Girlguiding is supported by around 100,000 volunteers.

History

Following the origin of the Boy Scouts in 1907 many girls took up Scouting. In 1909, a number of Girl Scouts attended the Boy Scout Rally in Crystal Palace Park  The girls told Robert Baden Powell that they wanted 'to do the same thing as the boys'. Guiding was introduced to respond to the demand.

In 1910 Robert Baden-Powell formed the Girl Guides and asked his sister Agnes to look after the Girl Guides organisation. A few years later Baden-Powell's new wife Olave became involved and, in 1918, was appointed Chief Guide.

The name Guides was chosen from Baden-Powell's military background, "Guides" had operated in the north-west frontier in India, their main task was to go on hazardous expeditions. These men had particularly influenced Baden-Powell as they continued training minds and body even when off duty.
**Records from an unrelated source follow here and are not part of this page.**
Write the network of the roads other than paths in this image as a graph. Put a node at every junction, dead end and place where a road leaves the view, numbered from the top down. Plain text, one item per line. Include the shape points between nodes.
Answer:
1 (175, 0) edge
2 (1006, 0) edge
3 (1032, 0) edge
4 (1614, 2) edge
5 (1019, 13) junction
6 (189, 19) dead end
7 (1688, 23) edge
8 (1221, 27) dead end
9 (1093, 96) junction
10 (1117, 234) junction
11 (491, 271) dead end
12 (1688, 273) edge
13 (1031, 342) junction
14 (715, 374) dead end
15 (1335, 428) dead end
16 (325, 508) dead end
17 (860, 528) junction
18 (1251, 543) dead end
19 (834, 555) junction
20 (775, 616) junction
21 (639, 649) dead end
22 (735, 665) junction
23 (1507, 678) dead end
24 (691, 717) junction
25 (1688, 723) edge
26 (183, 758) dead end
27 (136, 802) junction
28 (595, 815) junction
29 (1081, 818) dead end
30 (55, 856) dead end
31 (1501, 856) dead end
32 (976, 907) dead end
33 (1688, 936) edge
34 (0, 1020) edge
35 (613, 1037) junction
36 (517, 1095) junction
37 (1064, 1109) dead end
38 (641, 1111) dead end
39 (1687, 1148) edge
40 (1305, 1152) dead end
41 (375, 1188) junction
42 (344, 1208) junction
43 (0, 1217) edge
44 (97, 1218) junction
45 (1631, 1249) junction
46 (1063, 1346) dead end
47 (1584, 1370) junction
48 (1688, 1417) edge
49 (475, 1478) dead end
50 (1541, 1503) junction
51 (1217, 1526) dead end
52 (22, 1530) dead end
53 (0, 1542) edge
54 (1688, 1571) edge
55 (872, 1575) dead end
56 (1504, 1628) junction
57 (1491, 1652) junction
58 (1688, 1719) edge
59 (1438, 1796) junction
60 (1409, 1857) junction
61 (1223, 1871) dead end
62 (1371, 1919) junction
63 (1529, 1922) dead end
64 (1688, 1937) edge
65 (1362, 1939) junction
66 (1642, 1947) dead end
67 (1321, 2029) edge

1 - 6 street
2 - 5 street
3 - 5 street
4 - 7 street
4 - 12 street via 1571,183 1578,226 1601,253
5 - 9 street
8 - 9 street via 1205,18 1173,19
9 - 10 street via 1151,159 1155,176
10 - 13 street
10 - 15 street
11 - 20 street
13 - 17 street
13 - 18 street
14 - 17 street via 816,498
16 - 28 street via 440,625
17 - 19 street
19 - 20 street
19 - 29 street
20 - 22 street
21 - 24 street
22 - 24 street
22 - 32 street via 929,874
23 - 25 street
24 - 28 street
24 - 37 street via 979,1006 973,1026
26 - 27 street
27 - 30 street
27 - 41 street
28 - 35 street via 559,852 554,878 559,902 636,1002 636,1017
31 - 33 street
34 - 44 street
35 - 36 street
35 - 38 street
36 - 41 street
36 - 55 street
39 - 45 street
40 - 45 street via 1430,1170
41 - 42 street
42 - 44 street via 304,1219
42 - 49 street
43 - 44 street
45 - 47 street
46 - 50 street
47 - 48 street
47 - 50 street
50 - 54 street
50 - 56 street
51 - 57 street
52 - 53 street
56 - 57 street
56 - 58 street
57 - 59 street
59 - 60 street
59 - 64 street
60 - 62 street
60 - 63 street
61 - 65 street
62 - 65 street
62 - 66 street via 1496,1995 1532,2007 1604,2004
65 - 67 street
As a result, Baden Powell decided Girl Guides would be a suitable name for the pioneering young women's movement he wished to establish.

In 1914 Rosebuds were established for girls aged 8–10, this name was later changed to Brownies. Two years later in 1916 the first Senior Guide groups were formed, in 1920 these groups became Rangers. 1943 saw the establishment of the Trefoil Guild for members over 21 (now 18) who wished to remain a part of the movement but couldn't remain active with a unit. The section for the youngest members of the association, Rainbows, was introduced in 1987 for girls aged 5–7 (4–7 in Ulster).

In 1936 the then Girl Guides Association was one of the founding members of The National Council for Voluntary Youth Services (NCVYS), which was created with the aim of promoting and supporting youth development work across England. Girlguiding has remained a member of NCVYS ever since.

In 1964, a "Working Party" was established to review and update the whole programme of the association; their 195-page report was published in 1966 under the title Tomorrow's Guide. These recommendations were implemented in 1968 and included new uniforms, badges and awards across all the sections of the association. Land, Sea and Air Rangers were merged into a single Ranger Guide Service Section.

Programme
Girls are organised into sections by age. These are Rainbows, Brownies, Guides and Rangers.

Rainbow Guides
Rainbow Guides or Rainbows are aged from 4 to 7 years old (5 in some areas). Activities are organised around six core areas: Know Myself, Be Well, Express Myself, Take Action, Have Adventures, Skills For My Future. In the 1980s and 1990s, Rainbows wore a tabard in one of the colours of the Rainbow. Nowadays, the red uniform is worn, with Rainbows often referred to as “Little Reds.” There is a baseball cap, cycling shorts, hoodie, joggers, and polo shirt to choose from.

Each girl makes a promise on their enrolment in a Rainbow unit and must be able to understand and carry out the promise. This Promise is a simplified version of the promise that older members make.

Rainbows can also receive other badges for activities that they attend (possibly with other units), and other activities they complete within their unit, maybe after a themed half term. During 2008, a special challenge book Olivia's Favourites was produced to commemorate the 21st Birthday of the section and a badge was produced.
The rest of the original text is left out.